Hij schrijft dat iedere gast Christus kan zijn en dat die daarom een warm welkom verdient. Dat proef je als je in een klooster verblijft. Deze gedachte is een mooie inspiratie om dit inzicht in het dagelijks leven toe te passen. Ben ik zelf gastvrij? Je kunt vluchtelingen opvangen maar het kan ook via kleine acties. Ik kan anderen met een glimlach tegemoet treden of simpelweg een naam onthouden en die gebruiken als ik hem of haar na een maand weer ontmoet. Ook dat is gastvrijheid.
Gastvrijheid kan in kleine acties zitten, bijvoorbeeld anderen met een glimlach tegemoet treden.
De vraag wat gastvrijheid is deed me aan mijn familie in oorlogstijd denken. In de septemberdagen van 1944 werd Zuid-Limburg bevrijd, maar Roermond, de stad waar ik geboren ben en mijn familie vandaan komt, zou pas op 1 maart 1945 worden bevrijd. Roermond was een frontstad en de gevechten waren zo hevig dat in de winter besloten werd tot een algehele evacuatie van de stad. Dat was een gevaarlijke en angstige onderneming omdat de meer dan 10 duizend evacués uit de stad per trein via Duitsland naar Friesland werden vervoerd en de treinen door de Duitsers werden gebombardeerd omdat ze dachten dat er geallieerde soldaten in zaten. Eenmaal aangekomen in Friesland was de vraag of ze gastvrij zouden worden onthaald. Het algemene beeld was dat dit wel gebeurde.

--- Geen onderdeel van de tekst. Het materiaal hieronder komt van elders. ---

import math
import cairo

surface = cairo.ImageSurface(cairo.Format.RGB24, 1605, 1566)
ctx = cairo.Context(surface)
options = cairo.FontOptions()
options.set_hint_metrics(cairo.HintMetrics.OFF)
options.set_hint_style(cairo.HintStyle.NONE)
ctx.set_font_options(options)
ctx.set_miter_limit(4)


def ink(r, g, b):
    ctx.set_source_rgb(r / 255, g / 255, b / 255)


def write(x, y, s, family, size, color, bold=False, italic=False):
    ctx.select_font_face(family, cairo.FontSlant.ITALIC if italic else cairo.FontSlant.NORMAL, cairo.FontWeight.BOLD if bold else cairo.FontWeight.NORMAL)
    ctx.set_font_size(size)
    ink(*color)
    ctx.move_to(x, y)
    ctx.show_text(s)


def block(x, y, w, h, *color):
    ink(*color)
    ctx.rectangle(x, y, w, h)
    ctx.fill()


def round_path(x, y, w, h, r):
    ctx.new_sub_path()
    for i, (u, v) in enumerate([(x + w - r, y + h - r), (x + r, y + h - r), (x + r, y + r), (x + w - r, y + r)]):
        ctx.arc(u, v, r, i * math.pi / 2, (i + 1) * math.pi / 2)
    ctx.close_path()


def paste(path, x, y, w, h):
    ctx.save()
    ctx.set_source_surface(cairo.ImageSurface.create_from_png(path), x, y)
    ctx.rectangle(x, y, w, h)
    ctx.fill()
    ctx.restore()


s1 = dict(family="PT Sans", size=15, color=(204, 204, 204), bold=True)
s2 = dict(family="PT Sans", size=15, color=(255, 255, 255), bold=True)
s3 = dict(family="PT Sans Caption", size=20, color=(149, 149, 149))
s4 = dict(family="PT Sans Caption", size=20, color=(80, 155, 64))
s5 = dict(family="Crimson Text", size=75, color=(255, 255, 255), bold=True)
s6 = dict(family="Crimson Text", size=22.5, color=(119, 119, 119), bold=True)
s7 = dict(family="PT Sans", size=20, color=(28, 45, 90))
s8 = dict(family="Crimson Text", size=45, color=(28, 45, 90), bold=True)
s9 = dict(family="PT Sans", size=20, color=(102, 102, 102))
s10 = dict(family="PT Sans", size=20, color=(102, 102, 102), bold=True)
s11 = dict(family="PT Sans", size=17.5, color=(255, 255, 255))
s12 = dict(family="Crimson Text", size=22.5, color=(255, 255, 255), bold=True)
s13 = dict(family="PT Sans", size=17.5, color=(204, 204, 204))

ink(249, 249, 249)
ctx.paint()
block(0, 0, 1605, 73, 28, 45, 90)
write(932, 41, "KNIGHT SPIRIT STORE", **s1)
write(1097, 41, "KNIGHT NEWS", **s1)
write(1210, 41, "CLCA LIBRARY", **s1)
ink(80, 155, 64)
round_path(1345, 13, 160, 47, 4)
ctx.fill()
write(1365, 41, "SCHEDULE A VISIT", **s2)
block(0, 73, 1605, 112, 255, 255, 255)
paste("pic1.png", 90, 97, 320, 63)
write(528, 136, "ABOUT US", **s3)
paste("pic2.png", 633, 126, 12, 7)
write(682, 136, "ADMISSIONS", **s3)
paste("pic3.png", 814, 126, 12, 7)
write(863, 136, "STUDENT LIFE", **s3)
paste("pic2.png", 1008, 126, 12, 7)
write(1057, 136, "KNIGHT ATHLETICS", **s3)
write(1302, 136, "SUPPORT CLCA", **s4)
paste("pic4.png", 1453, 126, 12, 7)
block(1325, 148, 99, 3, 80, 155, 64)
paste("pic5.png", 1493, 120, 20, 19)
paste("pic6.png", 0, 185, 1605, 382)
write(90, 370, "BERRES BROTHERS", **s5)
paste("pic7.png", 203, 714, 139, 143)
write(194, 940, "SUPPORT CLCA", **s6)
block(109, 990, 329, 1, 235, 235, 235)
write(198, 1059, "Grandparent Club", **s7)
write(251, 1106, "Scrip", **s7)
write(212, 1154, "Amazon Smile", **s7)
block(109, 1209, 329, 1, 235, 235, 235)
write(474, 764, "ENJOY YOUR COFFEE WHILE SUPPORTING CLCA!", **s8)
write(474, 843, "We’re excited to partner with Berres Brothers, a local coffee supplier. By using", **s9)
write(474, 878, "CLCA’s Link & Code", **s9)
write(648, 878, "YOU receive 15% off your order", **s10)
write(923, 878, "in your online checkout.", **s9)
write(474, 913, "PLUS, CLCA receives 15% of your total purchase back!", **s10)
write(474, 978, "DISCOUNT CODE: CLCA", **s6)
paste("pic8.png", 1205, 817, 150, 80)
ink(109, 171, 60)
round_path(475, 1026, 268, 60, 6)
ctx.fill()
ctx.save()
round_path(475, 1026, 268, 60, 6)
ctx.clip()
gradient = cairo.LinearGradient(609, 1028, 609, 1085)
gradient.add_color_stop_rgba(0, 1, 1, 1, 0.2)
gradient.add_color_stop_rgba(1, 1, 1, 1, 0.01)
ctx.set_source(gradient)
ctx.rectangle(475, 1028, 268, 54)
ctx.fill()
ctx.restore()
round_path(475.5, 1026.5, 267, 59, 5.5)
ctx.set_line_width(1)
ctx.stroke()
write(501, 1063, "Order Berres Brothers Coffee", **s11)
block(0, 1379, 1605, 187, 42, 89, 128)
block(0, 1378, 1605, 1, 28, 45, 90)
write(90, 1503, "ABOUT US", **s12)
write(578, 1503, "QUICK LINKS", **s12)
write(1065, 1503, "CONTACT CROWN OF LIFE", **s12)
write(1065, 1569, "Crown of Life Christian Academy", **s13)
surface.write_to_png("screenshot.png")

Mijn opa en oma kregen onderdak bij een vrouw die recent weduwe was geworden. Op haar vraag na de eerste nacht hoe ze hadden geslapen antwoordden zij dat dit niet het geval was omdat het matras te hard was. Ze repliceerde dat ze nog diezelfde dag een ander, beter bed zou laten plaatsen en voegde daaraan toe dat ze niet had geweten welke evacués ze in huis zou krijgen. Je zou kunnen zeggen dat het een veelvoorkomende vorm van gastvrijheid was: aanvankelijk de kat uit de boom kijken om daarna haar scepsis en vooroordelen over Limburgse evacués te laten varen en te ontdekken dat ze in goed gezelschap was en hartelijke gesprekken kon voeren. Ach, soms moet een vooroordeel worden overwonnen, maar dan kan het hart zich openen.